_Exercise aim:_
Return the lines below that contain the word "Kampung".

_Provided data:_
Start of Block

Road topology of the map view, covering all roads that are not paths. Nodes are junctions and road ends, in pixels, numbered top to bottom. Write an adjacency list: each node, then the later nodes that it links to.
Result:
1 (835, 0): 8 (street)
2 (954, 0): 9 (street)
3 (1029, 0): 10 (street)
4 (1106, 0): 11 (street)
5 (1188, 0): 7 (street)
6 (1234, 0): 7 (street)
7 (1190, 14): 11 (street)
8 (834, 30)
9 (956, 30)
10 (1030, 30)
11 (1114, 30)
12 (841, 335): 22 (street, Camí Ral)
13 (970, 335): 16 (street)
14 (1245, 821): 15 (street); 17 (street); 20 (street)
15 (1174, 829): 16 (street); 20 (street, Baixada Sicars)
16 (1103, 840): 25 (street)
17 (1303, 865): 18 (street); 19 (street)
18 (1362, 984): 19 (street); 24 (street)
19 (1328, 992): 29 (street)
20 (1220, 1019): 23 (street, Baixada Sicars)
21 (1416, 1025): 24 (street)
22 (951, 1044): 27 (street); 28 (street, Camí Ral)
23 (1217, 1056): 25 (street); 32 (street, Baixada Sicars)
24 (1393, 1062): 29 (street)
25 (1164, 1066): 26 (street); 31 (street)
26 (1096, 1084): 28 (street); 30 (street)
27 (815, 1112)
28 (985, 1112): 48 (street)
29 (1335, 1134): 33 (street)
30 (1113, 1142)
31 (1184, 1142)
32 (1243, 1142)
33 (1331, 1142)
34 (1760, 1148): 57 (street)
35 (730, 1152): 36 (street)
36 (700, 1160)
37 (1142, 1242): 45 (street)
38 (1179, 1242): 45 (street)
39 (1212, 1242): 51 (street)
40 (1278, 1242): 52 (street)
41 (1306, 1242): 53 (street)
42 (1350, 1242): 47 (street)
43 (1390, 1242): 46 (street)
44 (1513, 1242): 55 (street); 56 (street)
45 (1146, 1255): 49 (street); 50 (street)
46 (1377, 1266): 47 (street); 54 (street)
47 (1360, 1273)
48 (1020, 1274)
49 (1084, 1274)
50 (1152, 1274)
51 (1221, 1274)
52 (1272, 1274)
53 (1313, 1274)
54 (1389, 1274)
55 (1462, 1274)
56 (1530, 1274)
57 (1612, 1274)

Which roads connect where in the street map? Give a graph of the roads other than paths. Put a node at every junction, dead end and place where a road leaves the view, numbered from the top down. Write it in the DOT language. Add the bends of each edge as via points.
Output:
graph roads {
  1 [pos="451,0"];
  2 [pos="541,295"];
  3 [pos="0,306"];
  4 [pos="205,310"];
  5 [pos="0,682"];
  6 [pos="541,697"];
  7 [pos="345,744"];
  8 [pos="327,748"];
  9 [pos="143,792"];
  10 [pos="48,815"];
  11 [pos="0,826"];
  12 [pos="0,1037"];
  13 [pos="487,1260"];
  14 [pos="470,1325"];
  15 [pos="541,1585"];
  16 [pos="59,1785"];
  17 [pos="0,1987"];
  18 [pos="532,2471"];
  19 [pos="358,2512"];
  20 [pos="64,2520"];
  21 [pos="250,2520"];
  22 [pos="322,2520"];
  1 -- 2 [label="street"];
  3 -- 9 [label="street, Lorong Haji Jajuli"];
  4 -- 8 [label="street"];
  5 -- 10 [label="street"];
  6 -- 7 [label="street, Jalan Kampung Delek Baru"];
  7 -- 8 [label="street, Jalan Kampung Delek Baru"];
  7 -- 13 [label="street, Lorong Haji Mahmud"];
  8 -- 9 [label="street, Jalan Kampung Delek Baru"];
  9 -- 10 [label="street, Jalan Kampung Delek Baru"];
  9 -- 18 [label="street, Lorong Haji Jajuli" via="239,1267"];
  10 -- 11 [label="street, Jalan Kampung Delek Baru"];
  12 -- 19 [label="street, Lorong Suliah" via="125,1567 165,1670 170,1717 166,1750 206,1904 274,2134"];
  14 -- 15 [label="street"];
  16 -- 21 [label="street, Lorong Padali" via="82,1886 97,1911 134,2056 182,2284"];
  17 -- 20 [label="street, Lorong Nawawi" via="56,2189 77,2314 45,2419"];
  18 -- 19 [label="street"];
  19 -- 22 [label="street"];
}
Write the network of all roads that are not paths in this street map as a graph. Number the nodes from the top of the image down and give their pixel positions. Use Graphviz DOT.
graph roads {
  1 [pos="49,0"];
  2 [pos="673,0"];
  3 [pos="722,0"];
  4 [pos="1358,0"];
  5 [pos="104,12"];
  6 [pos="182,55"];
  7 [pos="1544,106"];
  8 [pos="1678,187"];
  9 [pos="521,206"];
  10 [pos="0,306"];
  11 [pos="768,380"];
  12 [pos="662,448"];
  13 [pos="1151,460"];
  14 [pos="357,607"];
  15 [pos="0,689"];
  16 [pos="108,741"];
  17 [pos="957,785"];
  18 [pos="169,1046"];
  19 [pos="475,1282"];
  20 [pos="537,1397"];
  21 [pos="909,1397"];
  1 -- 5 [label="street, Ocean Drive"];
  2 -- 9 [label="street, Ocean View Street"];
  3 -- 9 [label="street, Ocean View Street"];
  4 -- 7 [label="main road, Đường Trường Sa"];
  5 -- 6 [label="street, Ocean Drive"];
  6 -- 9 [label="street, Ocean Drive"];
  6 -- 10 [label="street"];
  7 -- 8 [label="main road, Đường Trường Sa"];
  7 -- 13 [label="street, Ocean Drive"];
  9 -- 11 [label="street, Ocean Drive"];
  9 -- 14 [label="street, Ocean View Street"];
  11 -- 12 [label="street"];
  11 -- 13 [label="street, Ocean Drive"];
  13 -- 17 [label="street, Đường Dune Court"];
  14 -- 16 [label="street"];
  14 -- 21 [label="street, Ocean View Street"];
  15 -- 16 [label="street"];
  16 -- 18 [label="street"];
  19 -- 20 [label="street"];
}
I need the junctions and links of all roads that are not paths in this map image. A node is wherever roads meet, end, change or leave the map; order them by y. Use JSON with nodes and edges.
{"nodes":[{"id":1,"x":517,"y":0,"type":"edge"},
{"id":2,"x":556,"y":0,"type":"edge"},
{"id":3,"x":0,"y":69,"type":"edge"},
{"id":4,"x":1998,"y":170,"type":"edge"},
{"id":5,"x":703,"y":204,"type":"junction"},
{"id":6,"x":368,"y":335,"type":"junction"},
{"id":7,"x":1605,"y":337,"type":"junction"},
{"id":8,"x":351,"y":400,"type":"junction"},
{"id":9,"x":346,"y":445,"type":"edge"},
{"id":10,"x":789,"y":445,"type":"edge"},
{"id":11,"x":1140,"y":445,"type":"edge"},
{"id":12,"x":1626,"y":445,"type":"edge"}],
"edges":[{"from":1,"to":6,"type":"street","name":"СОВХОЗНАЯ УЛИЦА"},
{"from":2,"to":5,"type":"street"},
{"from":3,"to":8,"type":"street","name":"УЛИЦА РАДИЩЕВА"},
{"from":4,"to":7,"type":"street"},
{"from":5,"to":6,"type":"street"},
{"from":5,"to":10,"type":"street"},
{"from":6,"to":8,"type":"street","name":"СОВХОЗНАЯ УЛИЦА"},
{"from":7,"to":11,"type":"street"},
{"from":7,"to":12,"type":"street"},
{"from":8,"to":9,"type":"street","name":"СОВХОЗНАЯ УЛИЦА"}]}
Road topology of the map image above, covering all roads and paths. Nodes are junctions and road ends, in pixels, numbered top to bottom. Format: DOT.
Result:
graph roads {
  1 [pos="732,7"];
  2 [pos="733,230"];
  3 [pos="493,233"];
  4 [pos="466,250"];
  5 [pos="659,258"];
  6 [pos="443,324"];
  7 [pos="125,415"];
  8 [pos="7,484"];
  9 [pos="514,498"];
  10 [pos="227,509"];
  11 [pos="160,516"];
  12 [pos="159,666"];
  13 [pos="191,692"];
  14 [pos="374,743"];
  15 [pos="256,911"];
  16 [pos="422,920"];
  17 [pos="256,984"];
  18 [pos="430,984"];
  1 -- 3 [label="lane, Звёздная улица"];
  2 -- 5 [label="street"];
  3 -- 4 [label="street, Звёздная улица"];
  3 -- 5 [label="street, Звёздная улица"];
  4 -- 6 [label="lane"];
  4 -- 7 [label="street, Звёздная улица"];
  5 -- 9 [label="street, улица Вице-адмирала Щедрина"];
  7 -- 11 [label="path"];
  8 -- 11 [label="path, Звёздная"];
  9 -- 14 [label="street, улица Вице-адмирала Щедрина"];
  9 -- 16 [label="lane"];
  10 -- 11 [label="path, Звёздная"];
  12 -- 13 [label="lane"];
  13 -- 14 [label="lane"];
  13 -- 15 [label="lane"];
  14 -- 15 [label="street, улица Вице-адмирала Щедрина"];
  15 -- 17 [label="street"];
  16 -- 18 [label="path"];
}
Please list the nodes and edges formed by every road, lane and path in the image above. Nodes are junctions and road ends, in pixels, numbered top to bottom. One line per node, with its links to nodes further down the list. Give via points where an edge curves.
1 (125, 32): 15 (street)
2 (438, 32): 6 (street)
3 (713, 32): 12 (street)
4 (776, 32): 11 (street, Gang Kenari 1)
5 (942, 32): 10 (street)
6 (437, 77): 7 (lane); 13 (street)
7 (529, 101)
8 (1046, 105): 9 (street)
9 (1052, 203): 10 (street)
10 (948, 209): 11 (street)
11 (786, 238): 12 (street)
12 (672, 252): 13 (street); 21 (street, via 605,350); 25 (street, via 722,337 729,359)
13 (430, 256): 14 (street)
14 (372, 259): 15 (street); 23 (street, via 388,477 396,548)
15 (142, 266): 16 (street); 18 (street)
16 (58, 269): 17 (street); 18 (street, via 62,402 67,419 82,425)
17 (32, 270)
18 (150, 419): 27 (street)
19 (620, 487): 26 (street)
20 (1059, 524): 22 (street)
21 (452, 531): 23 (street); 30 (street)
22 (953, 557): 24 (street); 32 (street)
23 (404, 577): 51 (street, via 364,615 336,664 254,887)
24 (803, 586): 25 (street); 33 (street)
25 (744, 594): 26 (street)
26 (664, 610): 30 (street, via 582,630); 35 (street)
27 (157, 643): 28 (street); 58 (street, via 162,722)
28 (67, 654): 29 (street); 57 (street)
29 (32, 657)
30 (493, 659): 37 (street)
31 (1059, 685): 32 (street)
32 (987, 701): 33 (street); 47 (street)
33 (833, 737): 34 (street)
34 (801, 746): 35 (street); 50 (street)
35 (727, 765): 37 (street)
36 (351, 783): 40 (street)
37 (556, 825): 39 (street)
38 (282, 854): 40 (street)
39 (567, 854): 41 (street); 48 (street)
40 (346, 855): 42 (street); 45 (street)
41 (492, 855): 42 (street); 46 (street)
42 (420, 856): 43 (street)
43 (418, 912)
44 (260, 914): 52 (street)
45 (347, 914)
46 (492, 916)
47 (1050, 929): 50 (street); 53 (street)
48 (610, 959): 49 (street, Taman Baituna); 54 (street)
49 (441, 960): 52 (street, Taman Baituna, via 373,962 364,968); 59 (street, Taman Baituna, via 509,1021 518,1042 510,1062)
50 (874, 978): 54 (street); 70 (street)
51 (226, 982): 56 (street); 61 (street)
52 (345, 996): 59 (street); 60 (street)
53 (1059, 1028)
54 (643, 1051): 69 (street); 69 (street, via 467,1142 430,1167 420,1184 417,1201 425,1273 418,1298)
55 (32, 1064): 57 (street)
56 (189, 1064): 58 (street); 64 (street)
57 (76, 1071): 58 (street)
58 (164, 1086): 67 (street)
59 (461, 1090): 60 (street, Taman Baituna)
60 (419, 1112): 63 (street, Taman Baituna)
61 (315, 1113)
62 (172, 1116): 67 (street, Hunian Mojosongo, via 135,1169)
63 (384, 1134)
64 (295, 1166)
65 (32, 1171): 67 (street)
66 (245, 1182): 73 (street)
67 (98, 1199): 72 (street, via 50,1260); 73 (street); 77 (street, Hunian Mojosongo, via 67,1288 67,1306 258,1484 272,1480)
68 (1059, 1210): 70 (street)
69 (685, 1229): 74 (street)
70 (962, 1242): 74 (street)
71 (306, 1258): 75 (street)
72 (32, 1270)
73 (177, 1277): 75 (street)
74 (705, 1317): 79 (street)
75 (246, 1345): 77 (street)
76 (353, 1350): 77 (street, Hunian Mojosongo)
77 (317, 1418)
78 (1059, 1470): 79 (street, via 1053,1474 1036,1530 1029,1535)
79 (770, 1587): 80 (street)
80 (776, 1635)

End of Block

_Exercise response:_
  6 -- 7 [label="street, Jalan Kampung Delek Baru"];
  7 -- 8 [label="street, Jalan Kampung Delek Baru"];
  8 -- 9 [label="street, Jalan Kampung Delek Baru"];
  9 -- 10 [label="street, Jalan Kampung Delek Baru"];
  10 -- 11 [label="street, Jalan Kampung Delek Baru"];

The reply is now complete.